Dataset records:
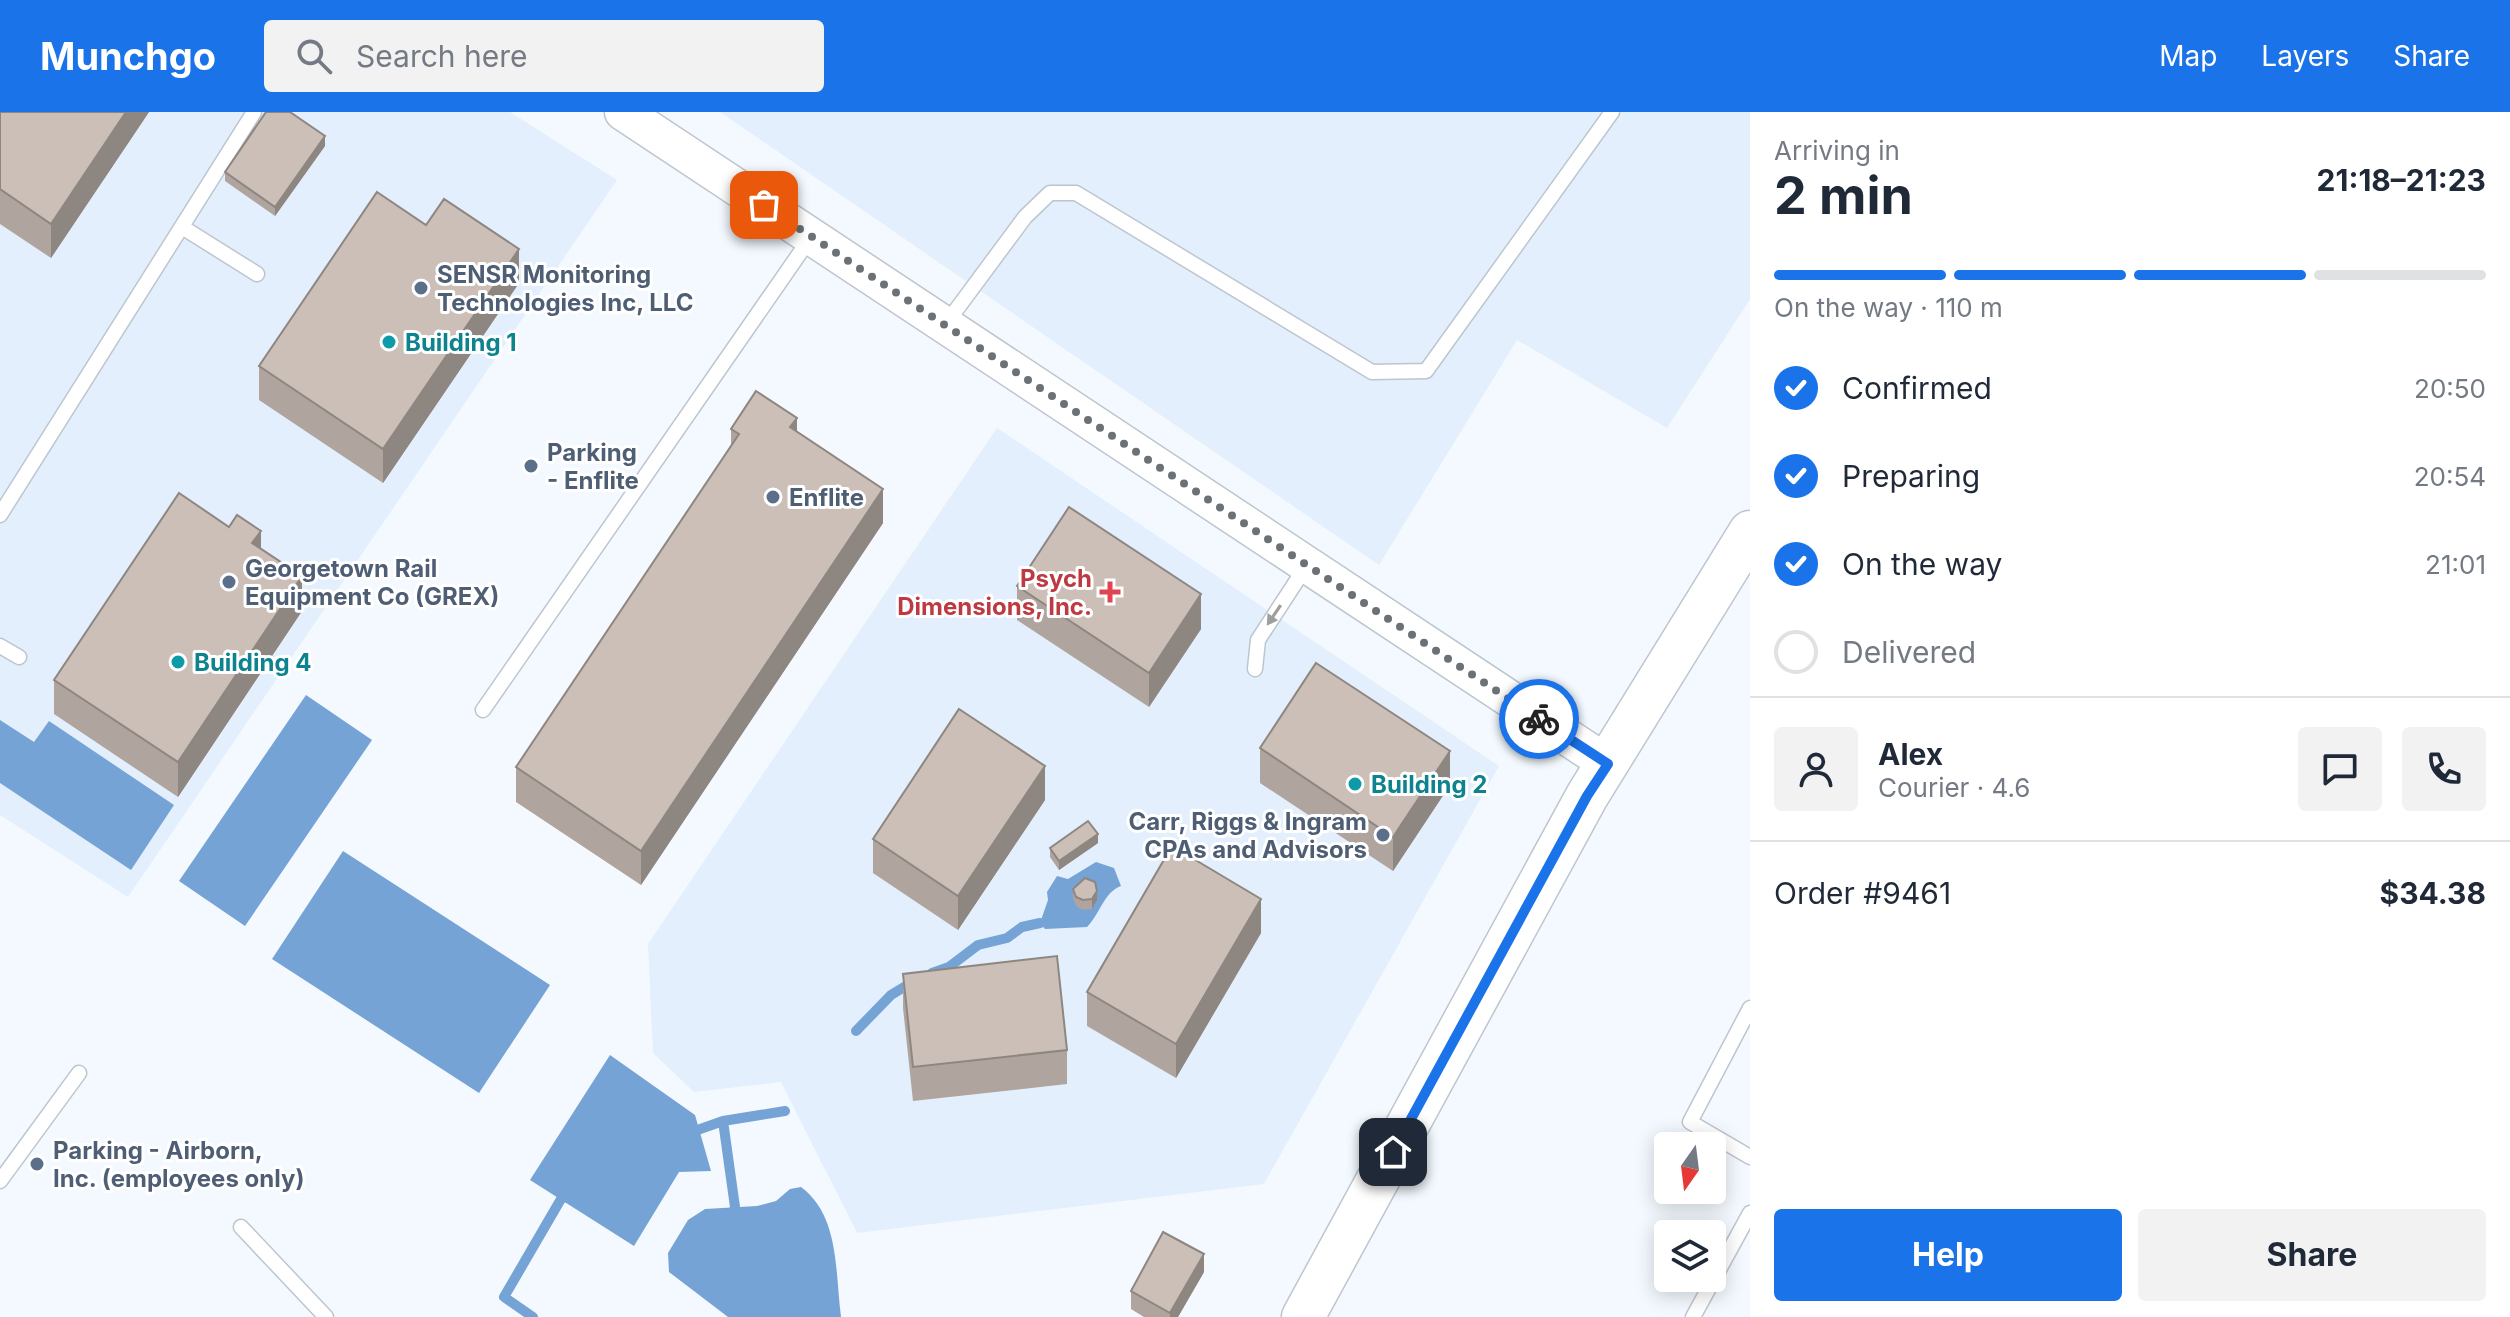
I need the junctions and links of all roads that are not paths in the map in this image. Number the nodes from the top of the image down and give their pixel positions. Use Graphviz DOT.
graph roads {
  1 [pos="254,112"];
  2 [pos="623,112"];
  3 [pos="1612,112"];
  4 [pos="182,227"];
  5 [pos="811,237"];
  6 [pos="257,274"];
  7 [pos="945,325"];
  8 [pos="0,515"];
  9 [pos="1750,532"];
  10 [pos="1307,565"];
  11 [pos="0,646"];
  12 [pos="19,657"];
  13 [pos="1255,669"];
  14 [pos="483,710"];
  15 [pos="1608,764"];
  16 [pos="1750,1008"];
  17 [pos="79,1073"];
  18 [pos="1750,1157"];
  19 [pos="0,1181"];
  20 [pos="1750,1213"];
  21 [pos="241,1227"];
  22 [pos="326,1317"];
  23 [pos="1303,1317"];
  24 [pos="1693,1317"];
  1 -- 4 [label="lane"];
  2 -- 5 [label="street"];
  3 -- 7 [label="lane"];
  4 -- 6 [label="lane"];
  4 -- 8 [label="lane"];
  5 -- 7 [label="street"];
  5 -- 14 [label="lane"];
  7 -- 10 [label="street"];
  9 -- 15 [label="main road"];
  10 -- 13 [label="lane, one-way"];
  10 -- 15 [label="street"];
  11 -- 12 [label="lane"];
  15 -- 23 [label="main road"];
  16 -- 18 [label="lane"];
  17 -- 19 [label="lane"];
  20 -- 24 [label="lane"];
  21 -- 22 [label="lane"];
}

● Activity
Retype the data above exactly; pictures are not part of the copy.

● Written solution
I need the junctions and links of all roads that are not paths in the map in this image. Number the nodes from the top of the image down and give their pixel positions. Use Graphviz DOT.
graph roads {
  1 [pos="254,112"];
  2 [pos="623,112"];
  3 [pos="1612,112"];
  4 [pos="182,227"];
  5 [pos="811,237"];
  6 [pos="257,274"];
  7 [pos="945,325"];
  8 [pos="0,515"];
  9 [pos="1750,532"];
  10 [pos="1307,565"];
  11 [pos="0,646"];
  12 [pos="19,657"];
  13 [pos="1255,669"];
  14 [pos="483,710"];
  15 [pos="1608,764"];
  16 [pos="1750,1008"];
  17 [pos="79,1073"];
  18 [pos="1750,1157"];
  19 [pos="0,1181"];
  20 [pos="1750,1213"];
  21 [pos="241,1227"];
  22 [pos="326,1317"];
  23 [pos="1303,1317"];
  24 [pos="1693,1317"];
  1 -- 4 [label="lane"];
  2 -- 5 [label="street"];
  3 -- 7 [label="lane"];
  4 -- 6 [label="lane"];
  4 -- 8 [label="lane"];
  5 -- 7 [label="street"];
  5 -- 14 [label="lane"];
  7 -- 10 [label="street"];
  9 -- 15 [label="main road"];
  10 -- 13 [label="lane, one-way"];
  10 -- 15 [label="street"];
  11 -- 12 [label="lane"];
  15 -- 23 [label="main road"];
  16 -- 18 [label="lane"];
  17 -- 19 [label="lane"];
  20 -- 24 [label="lane"];
  21 -- 22 [label="lane"];
}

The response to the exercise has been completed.